June 2024 Newsletter



Welcome back to our latest newsletter! My holiday is a distant memory, May has given us lots of sunshine and now we are officially in Winter! The snow season begins for all the skiers out there and we look forward to hearing about any planned trips to the mountains.


Now, turning to real estate. The rental market continues to show strength, with Melbourne's vacancy rate remaining at record lows due to limited supply, high construction costs, and strong demand for new properties. However, we are approaching the market with caution as we have begun to observe signs of a slowdown in both rental activity and property sales.

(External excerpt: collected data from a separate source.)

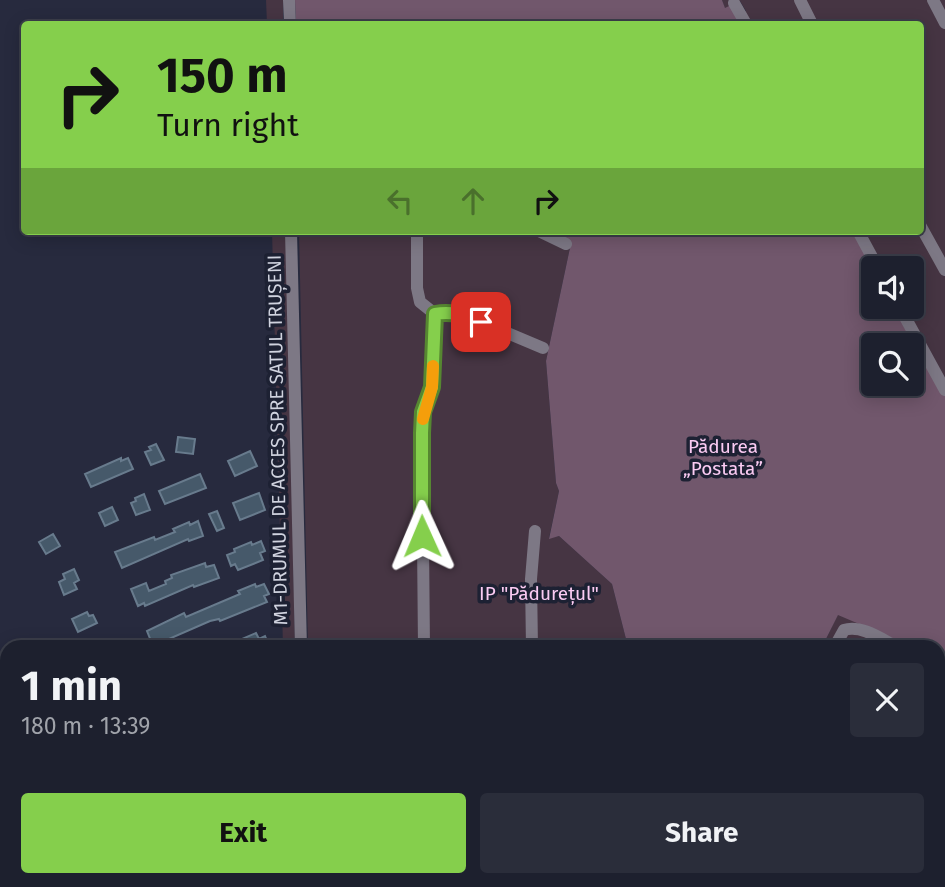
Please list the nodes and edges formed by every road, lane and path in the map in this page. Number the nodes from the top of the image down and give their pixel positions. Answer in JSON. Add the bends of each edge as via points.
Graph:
{"nodes":[{"id":1,"x":289,"y":0,"type":"edge"},
{"id":2,"x":800,"y":0,"type":"edge"},
{"id":3,"x":933,"y":0,"type":"edge"},
{"id":4,"x":734,"y":3,"type":"dead end"},
{"id":5,"x":290,"y":21,"type":"edge"},
{"id":6,"x":744,"y":21,"type":"edge"},
{"id":7,"x":810,"y":21,"type":"edge"},
{"id":8,"x":945,"y":23,"type":"edge"},
{"id":9,"x":924,"y":232,"type":"edge"},
{"id":10,"x":291,"y":235,"type":"edge"},
{"id":11,"x":417,"y":235,"type":"edge"},
{"id":12,"x":547,"y":235,"type":"edge"},
{"id":13,"x":860,"y":235,"type":"edge"},
{"id":14,"x":566,"y":244,"type":"dead end"},
{"id":15,"x":872,"y":256,"type":"edge"},
{"id":16,"x":945,"y":270,"type":"edge"},
{"id":17,"x":435,"y":314,"type":"junction"},
{"id":18,"x":906,"y":319,"type":"edge"},
{"id":19,"x":543,"y":348,"type":"dead end"},
{"id":20,"x":945,"y":390,"type":"edge"},
{"id":21,"x":536,"y":531,"type":"dead end"},
{"id":22,"x":301,"y":640,"type":"edge"},
{"id":23,"x":424,"y":640,"type":"edge"},
{"id":24,"x":533,"y":640,"type":"edge"},
{"id":25,"x":838,"y":640,"type":"edge"},
{"id":26,"x":883,"y":640,"type":"edge"}],
"edges":[{"from":1,"to":5,"type":"street"},
{"from":2,"to":7,"type":"street"},
{"from":3,"to":8,"type":"street"},
{"from":4,"to":6,"type":"street"},
{"from":9,"to":16,"type":"street"},
{"from":10,"to":22,"type":"street","name":"M1-DRUMUL DE ACCES SPRE SATUL TRUȘENI"},
{"from":11,"to":17,"type":"street","via":[[420,302]]},
{"from":12,"to":14,"type":"street"},
{"from":13,"to":15,"type":"street"},
{"from":17,"to":19,"type":"street","via":[[460,313]]},
{"from":17,"to":23,"type":"street","via":[[432,387],[422,433]]},
{"from":18,"to":20,"type":"street"},
{"from":21,"to":24,"type":"street","via":[[531,579]]},
{"from":25,"to":26,"type":"street","via":[[851,627]]}]}
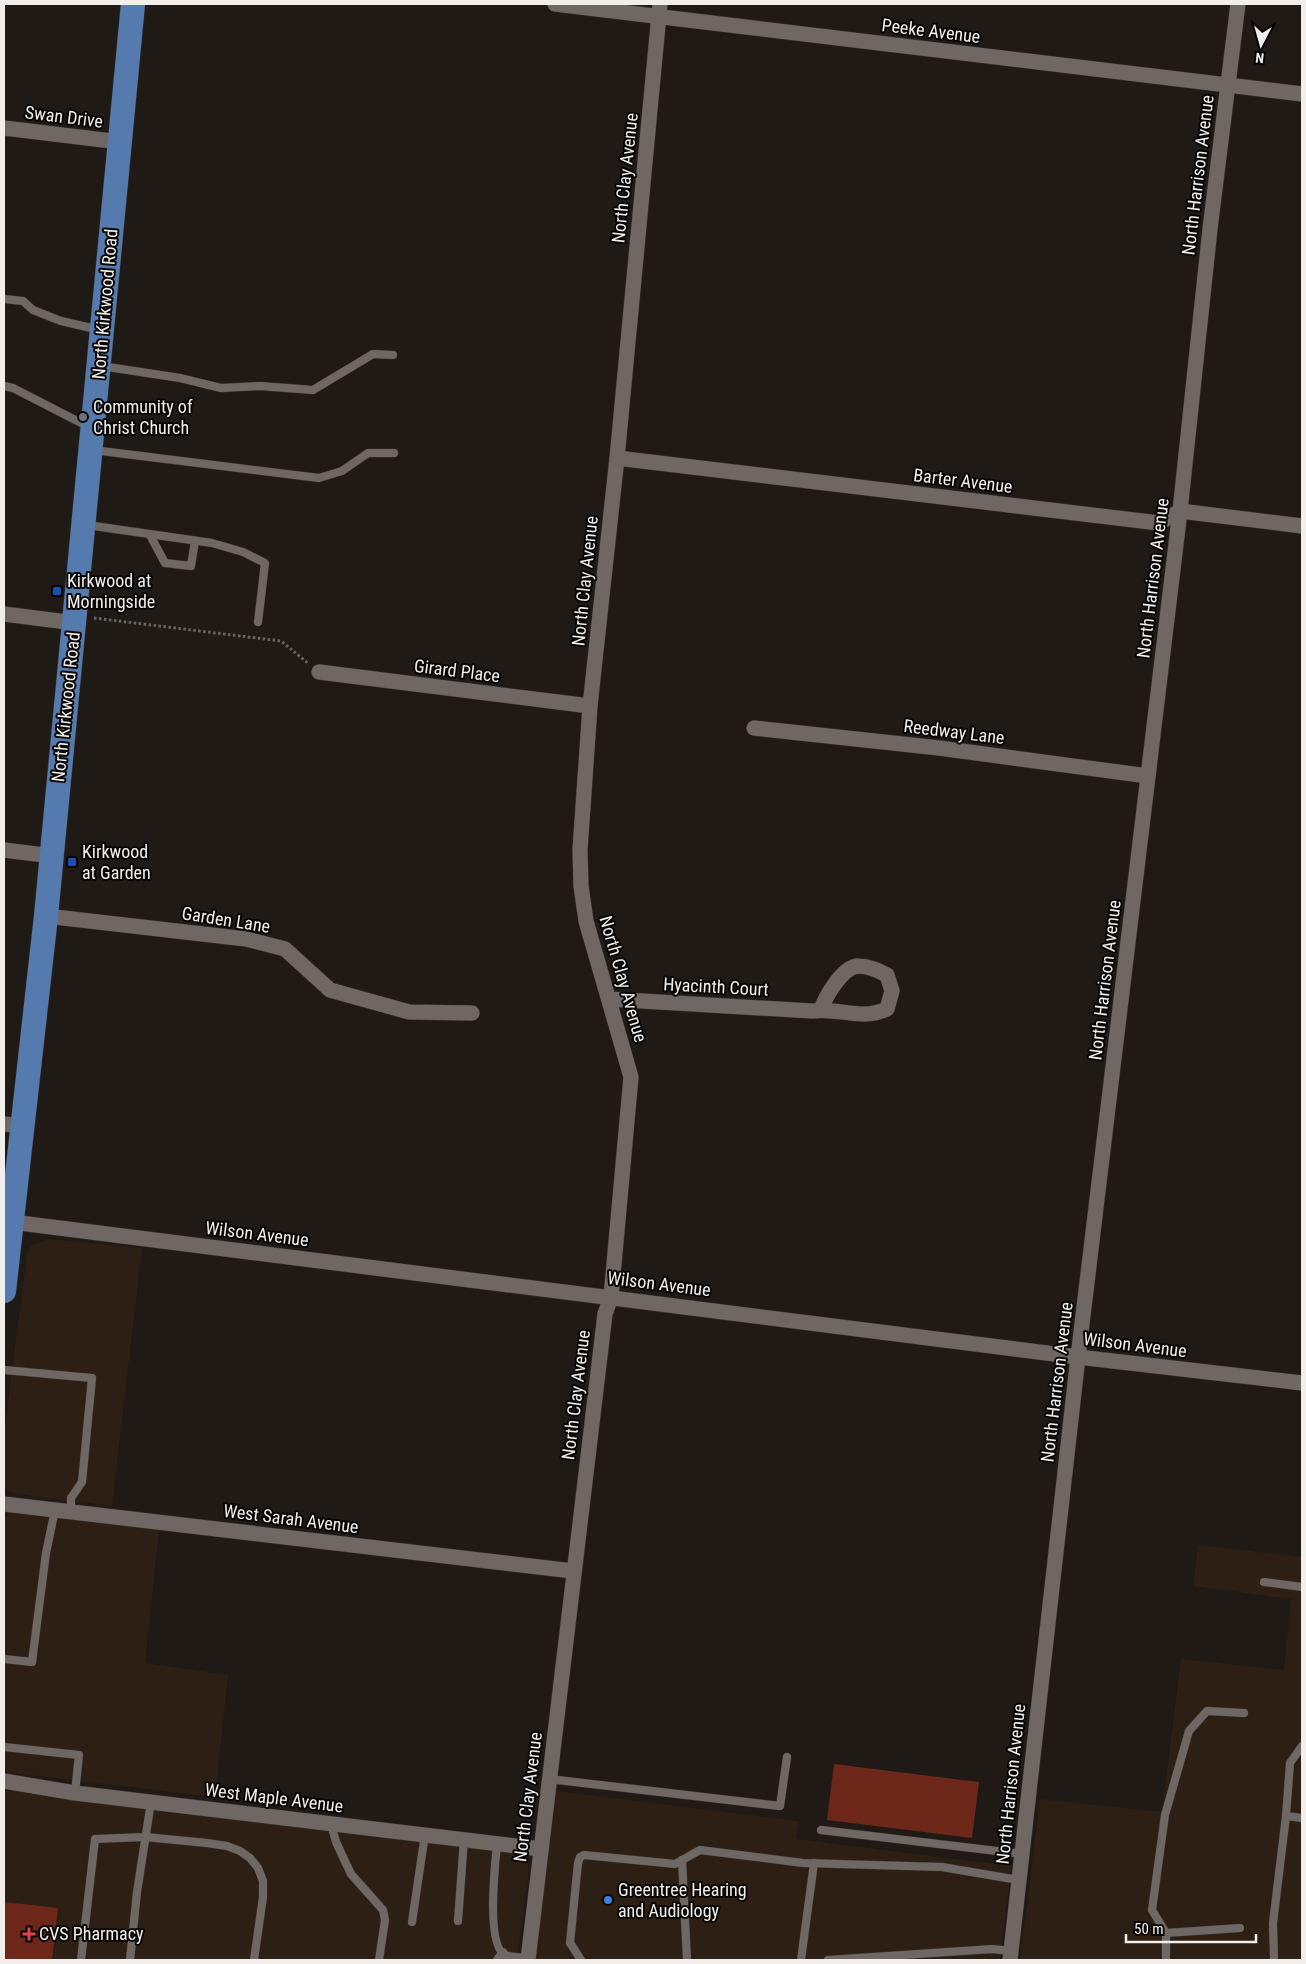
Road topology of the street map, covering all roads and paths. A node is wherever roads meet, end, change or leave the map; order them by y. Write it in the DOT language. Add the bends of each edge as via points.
graph roads {
  1 [pos="133,4"];
  2 [pos="556,4"];
  3 [pos="1238,4"];
  4 [pos="660,10"];
  5 [pos="1228,85"];
  6 [pos="1302,94"];
  7 [pos="4,128"];
  8 [pos="120,142"];
  9 [pos="4,299"];
  10 [pos="102,330"];
  11 [pos="393,355"];
  12 [pos="99,366"];
  13 [pos="4,386"];
  14 [pos="92,439"];
  15 [pos="394,453"];
  16 [pos="617,458"];
  17 [pos="1180,511"];
  18 [pos="82,524"];
  19 [pos="1302,526"];
  20 [pos="150,535"];
  21 [pos="195,541"];
  22 [pos="4,614"];
  23 [pos="75,620"];
  24 [pos="258,622"];
  25 [pos="319,672"];
  26 [pos="590,706"];
  27 [pos="754,728"];
  28 [pos="1148,776"];
  29 [pos="4,850"];
  30 [pos="52,856"];
  31 [pos="46,916"];
  32 [pos="609,999"];
  33 [pos="821,1010"];
  34 [pos="472,1013"];
  35 [pos="13,1125"];
  36 [pos="12,1222"];
  37 [pos="4,1291"];
  38 [pos="611,1297"];
  39 [pos="1078,1357"];
  40 [pos="4,1370"];
  41 [pos="1302,1383"];
  42 [pos="4,1504"];
  43 [pos="55,1510"];
  44 [pos="71,1512"];
  45 [pos="573,1571"];
  46 [pos="1264,1582"];
  47 [pos="1302,1587"];
  48 [pos="4,1659"];
  49 [pos="1244,1713"];
  50 [pos="1302,1746"];
  51 [pos="4,1747"];
  52 [pos="787,1757"];
  53 [pos="549,1779"];
  54 [pos="4,1781"];
  55 [pos="75,1793"];
  56 [pos="150,1802"];
  57 [pos="1286,1816"];
  58 [pos="1302,1818"];
  59 [pos="331,1824"];
  60 [pos="821,1830"];
  61 [pos="425,1834"];
  62 [pos="145,1837"];
  63 [pos="464,1839"];
  64 [pos="497,1844"];
  65 [pos="541,1849"];
  66 [pos="1022,1854"];
  67 [pos="682,1860"];
  68 [pos="814,1863"];
  69 [pos="1019,1880"];
  70 [pos="458,1921"];
  71 [pos="412,1922"];
  72 [pos="1240,1928"];
  73 [pos="1166,1933"];
  74 [pos="503,1952"];
  75 [pos="1010,1955"];
  76 [pos="528,1959"];
  77 [pos="81,1960"];
  78 [pos="130,1960"];
  79 [pos="254,1960"];
  80 [pos="379,1960"];
  81 [pos="497,1960"];
  82 [pos="581,1960"];
  83 [pos="687,1960"];
  84 [pos="801,1960"];
  85 [pos="828,1960"];
  86 [pos="832,1960"];
  87 [pos="1166,1960"];
  88 [pos="1274,1960"];
  1 -- 8 [label="main road, North Kirkwood Road"];
  2 -- 4 [label="street, Peeke Avenue"];
  3 -- 5 [label="street, North Harrison Avenue"];
  4 -- 5 [label="street, Peeke Avenue"];
  4 -- 16 [label="street, North Clay Avenue"];
  5 -- 6 [label="street, Peeke Avenue"];
  5 -- 17 [label="street, North Harrison Avenue"];
  7 -- 8 [label="street, Swan Drive"];
  8 -- 10 [label="main road, North Kirkwood Road"];
  9 -- 10 [label="lane" via="23,301 33,310 62,321"];
  10 -- 12 [label="main road, North Kirkwood Road"];
  11 -- 12 [label="lane" via="373,354 313,390 260,386 221,388 180,378"];
  12 -- 14 [label="main road, North Kirkwood Road"];
  13 -- 14 [label="lane" via="13,388"];
  14 -- 15 [label="lane" via="319,478 342,471 368,453"];
  14 -- 18 [label="main road, North Kirkwood Road"];
  16 -- 17 [label="street, Barter Avenue" via="1159,523"];
  16 -- 26 [label="street, North Clay Avenue"];
  17 -- 19 [label="street"];
  17 -- 28 [label="street, North Harrison Avenue"];
  18 -- 20 [label="lane"];
  18 -- 23 [label="main road, North Kirkwood Road"];
  20 -- 21 [label="lane"];
  20 -- 21 [label="lane" via="164,563 191,566"];
  21 -- 24 [label="lane" via="242,552 266,563"];
  22 -- 23 [label="street"];
  23 -- 25 [label="path" via="281,641"];
  23 -- 30 [label="main road, North Kirkwood Road"];
  25 -- 26 [label="street, Girard Place"];
  26 -- 32 [label="street, North Clay Avenue" via="582,798 581,886 586,921"];
  27 -- 28 [label="street, Reedway Lane" via="939,748"];
  28 -- 39 [label="street, North Harrison Avenue"];
  29 -- 30 [label="street"];
  30 -- 31 [label="main road, North Kirkwood Road"];
  31 -- 34 [label="street, Garden Lane" via="246,939 285,949 330,990 409,1012"];
  31 -- 35 [label="main road, North Kirkwood Road"];
  32 -- 33 [label="street, Hyacinth Court"];
  32 -- 38 [label="street, North Clay Avenue" via="631,1077"];
  33 -- 33 [label="street, Hyacinth Court" via="862,1015 888,1009 892,991 887,975 871,967 855,966 843,975 825,998"];
  35 -- 36 [label="main road, North Kirkwood Road"];
  36 -- 37 [label="main road, North Kirkwood Road"];
  36 -- 38 [label="street, Wilson Avenue"];
  38 -- 39 [label="street, Wilson Avenue"];
  38 -- 45 [label="street, North Clay Avenue" via="604,1314"];
  39 -- 41 [label="street, Wilson Avenue"];
  39 -- 66 [label="street, North Harrison Avenue"];
  40 -- 44 [label="lane" via="92,1378 82,1482 71,1498"];
  42 -- 43 [label="street, West Sarah Avenue"];
  43 -- 44 [label="street, West Sarah Avenue"];
  43 -- 48 [label="lane" via="32,1662"];
  44 -- 45 [label="street, West Sarah Avenue"];
  45 -- 53 [label="street, North Clay Avenue"];
  46 -- 47 [label="lane"];
  49 -- 73 [label="lane" via="1207,1711 1189,1731 1165,1816 1152,1910"];
  50 -- 57 [label="lane" via="1290,1763"];
  51 -- 55 [label="lane" via="79,1755"];
  52 -- 53 [label="lane" via="780,1806"];
  53 -- 65 [label="street, North Clay Avenue"];
  54 -- 55 [label="street, West Maple Avenue"];
  55 -- 56 [label="street, West Maple Avenue"];
  56 -- 59 [label="street, West Maple Avenue"];
  56 -- 62 [label="lane"];
  57 -- 58 [label="lane"];
  57 -- 88 [label="lane" via="1273,1923"];
  59 -- 61 [label="street, West Maple Avenue"];
  59 -- 80 [label="lane" via="351,1874 383,1910 385,1920"];
  60 -- 66 [label="lane"];
  61 -- 63 [label="street, West Maple Avenue"];
  61 -- 71 [label="lane"];
  62 -- 77 [label="lane" via="95,1839"];
  62 -- 78 [label="lane"];
  62 -- 79 [label="lane" via="227,1846 250,1858 263,1881"];
  63 -- 64 [label="street, West Maple Avenue"];
  63 -- 70 [label="lane"];
  64 -- 65 [label="street, West Maple Avenue"];
  64 -- 74 [label="lane" via="493,1910 496,1939"];
  65 -- 76 [label="street, North Clay Avenue"];
  66 -- 69 [label="street, North Harrison Avenue"];
  67 -- 68 [label="lane" via="700,1850"];
  67 -- 82 [label="lane" via="675,1864 587,1855 580,1857 570,1943"];
  67 -- 83 [label="lane"];
  68 -- 69 [label="lane" via="942,1867"];
  68 -- 84 [label="lane"];
  69 -- 75 [label="street, North Harrison Avenue"];
  72 -- 73 [label="lane"];
  73 -- 87 [label="lane"];
  74 -- 76 [label="lane"];
  74 -- 81 [label="lane"];
  75 -- 86 [label="lane" via="992,1949"];
  85 -- 86 [label="lane"];
}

At a recent open inspection for one of our listed properties, we experienced a significant change: not a single visitor attended. This was the first time in quite a while that we encountered such a situation. Over the past 18 months, properties were almost guaranteed to be leased either immediately or before the first open inspection. However, in the last three weeks, we have observed a decline in visitor numbers. We anticipate that the mid-year student intake may boost demand in the CBD and around university campuses, but it is challenging to foresee any changes in the middle and outer ring suburban areas.


The Government is again thinking of changing the minimum standards required for rental properties – nothing is in place yet and there will be more discussion to come but this is an overview for now: Minimum Standards for Rental Properties and Rooming Houses (


If you would like to have a chat about the current conditions, please give me a call.


I hope you enjoy our takeaways from the articles below. Have a great weekend and month ahead from The Neighbourhood team!


Go Blues!!




We strive to stay up to date on the latest market trends. Here are a few articles we think are worth reading.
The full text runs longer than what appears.